Lamia al-Gailani Werr, une vie consacrée à la sauvegarde du patrimoine archéologique irakien

Lamia al-Gailani Werr, l’une des premières femmes archéologues irakiennes, surnommée « trésor irakien » ou encore « la rose de Bagdad », a consacré sa vie à la préservation du patrimoine archéologique de son pays. Elle est décédée le 18 janvier 2019 à Amman, en Jordanie. Sa mort suit de peu celle de l’assyriologue Bahija Khalil Ismail, première femme à avoir dirigé le Musée National Irakien.

Entre Irak et Grande-Bretagne

Lamia al-Gailani Werr descend du célèbre soufi du 12e siècle, Abdul-Qadir Gailani. Issue d’une famille aisée, elle peut mener des études poussées. Dans les années 1950 elle s’inscrit en archéologie à l’Université de Bagdad, et poursuit ses études à Cambridge où elle obtient une licence, devenant en même temps la première irakienne à étudier l’archéologie à l’étranger. De retour à Bagdad, en 1961 elle occupe un poste de conservatrice au musée d’antiquités établi par Gertrude Bell ; elle y est encore en 1966 lorsque celui-ci devient le Musée National Irakien. Au début des années 1970, elle reprend des études à Edimbourg en Grande Bretagne, et soutient une thèse de doctorat à l’Institut d’Archéologie à Londres en 1977. Son travail porte sur les sceaux-cylindres d’époque paléo-babylonienne (première moitié du 2ème millénaire av. J.-C.) conservés au Musée National Irakien ; sa thèse est publiée en 1988. Elle reste alors à Londres comme chercheuse associée à la School of Oriental and African Studies, mais retourne plusieurs fois par an en Irak et maintient des contacts étroits avec les chercheurs demeurés sur place.

Dirigeant les fouilles du site de Tell edh-Dhiba’i, à proximité de Bagdad, Lamia al-Gailani Werr y met au jour un atelier de métallurgiste qui permet de mieux comprendre cet artisanat. Elle poursuit ses travaux sur les sceaux-cylindres, et publie en 1999 avec l’archéologue irakien Salim al-Alusi un livre grand public sur l’archéologie de la culture arabe en Mésopotamie ancienne. Alors que le pays est sous embargo après la Guerre du Golfe elle assure aux chercheurs irakiens restés dans le pays un contact permanent avec le monde extérieur et en particulier avec la Grande Bretagne.

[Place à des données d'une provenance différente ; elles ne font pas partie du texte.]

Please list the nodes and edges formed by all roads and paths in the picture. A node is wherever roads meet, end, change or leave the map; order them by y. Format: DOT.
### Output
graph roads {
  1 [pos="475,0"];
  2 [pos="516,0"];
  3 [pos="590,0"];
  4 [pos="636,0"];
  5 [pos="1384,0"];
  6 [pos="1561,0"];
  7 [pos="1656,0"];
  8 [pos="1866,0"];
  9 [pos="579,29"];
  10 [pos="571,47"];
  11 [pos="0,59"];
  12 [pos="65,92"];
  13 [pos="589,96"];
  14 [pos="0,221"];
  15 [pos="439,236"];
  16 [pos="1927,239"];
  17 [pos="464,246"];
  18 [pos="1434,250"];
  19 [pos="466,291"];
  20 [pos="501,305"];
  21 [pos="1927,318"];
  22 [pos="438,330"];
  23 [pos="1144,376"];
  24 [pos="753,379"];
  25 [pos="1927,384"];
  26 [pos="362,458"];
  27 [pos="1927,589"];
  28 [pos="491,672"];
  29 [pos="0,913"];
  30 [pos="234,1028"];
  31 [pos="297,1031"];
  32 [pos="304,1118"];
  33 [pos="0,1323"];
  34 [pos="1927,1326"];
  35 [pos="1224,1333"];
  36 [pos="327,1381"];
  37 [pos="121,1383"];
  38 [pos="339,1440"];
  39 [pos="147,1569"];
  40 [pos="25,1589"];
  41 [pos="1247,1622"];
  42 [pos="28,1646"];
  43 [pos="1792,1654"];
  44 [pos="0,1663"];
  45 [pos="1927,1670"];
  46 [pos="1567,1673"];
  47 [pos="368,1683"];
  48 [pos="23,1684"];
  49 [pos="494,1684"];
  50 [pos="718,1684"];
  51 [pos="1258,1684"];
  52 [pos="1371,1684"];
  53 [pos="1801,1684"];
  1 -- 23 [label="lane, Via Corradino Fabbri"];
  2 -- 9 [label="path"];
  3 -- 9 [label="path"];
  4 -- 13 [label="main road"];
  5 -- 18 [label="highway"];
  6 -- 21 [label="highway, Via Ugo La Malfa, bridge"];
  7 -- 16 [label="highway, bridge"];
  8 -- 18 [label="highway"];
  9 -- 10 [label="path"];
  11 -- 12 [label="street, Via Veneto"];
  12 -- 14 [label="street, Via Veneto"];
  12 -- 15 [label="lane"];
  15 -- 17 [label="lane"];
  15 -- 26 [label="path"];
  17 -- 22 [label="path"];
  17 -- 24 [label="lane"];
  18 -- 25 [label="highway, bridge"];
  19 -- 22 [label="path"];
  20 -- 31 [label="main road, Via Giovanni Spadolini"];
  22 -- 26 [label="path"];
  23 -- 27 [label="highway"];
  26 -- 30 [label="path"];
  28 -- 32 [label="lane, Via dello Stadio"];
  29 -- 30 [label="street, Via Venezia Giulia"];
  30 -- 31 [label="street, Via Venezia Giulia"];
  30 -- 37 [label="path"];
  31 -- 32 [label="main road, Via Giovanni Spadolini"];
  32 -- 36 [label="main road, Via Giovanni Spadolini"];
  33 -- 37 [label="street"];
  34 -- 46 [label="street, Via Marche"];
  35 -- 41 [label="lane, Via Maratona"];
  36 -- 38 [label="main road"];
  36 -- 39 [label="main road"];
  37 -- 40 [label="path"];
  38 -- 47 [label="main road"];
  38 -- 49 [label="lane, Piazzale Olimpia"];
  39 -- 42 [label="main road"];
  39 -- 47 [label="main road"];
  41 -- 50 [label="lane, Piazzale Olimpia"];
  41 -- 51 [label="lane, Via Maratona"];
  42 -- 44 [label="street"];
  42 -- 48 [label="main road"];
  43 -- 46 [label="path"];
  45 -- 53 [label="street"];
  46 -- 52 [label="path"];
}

Sauver et protéger le patrimoine archéologique d'Irak

Lamia al-Gailani Werr doit sa célébrité surtout à son ardente défense du patrimoine archéologique irakien. Lors de l’invasion américaine en 2003, elle se rend à Washington pour alerter les autorités de la possibilité d’un pillage d’ampleur, mais ses démarches restent vaines. Le Musée National Irakien, dépourvu de protection, est pillé et mis à sac.  Elle participe alors aux efforts menés pour reconstituer les collections du musée qui ont été pillées, et contribue à l’informatisation du fichier d’inventaire du musée. Conseillère auprès du ministre irakien de la culture, Lamia al-Gailani Werr est régulièrement invitée dans les congrès et par les médias pour alerter sur l’urgence de protéger les biens culturels irakiens, évoquer un état des lieux et envisager les mesures à prendre pour sauver le patrimoine culturel. Elle joue un rôle important dans la réouverture du Musée National d’Irak en 2015, et lors de la cérémonie d’ouverture, elle s’inquiète de la destruction du patrimoine de son pays, évoquant un cauchemar dont il serait impossible de se réveiller. Lamia al-Gailani Werr tient un rôle prépondérant dans la fondation du Musée de Bassorah, devenant en 2010 l’administratrice de l’association Les Amis du Musée de Bassorah. Elle a pu assister en 2016 à l’ouverture d’une première galerie, le reste du musée devant être inauguré en mars 2019.

Par son action inlassable, elle a mérité d’être le seul membre honoraire à vie du British Institute for the Study of Iraq, et fut, la 5e récipiendaire en quarante ans de la Médaille d’or du Gertrude Bell Memorial pour « services exceptionnels à l'archéologie mésopotamienne » (2009). La mort l’a emportée alors qu’elle préparait un ouvrage sur l’histoire du Musée National d’Irak, un musée qui a pris tant de place dans sa vie, et qu’elle organisait avec sa fille à Amman un atelier de formation en conservation pour le personnel des musées d’Irak et de Syrie. Le Proche-Orient a bien besoin de ces femmes et de ces hommes de courage qui consacrent leur vie à protéger et promouvoir son patrimoine culturel.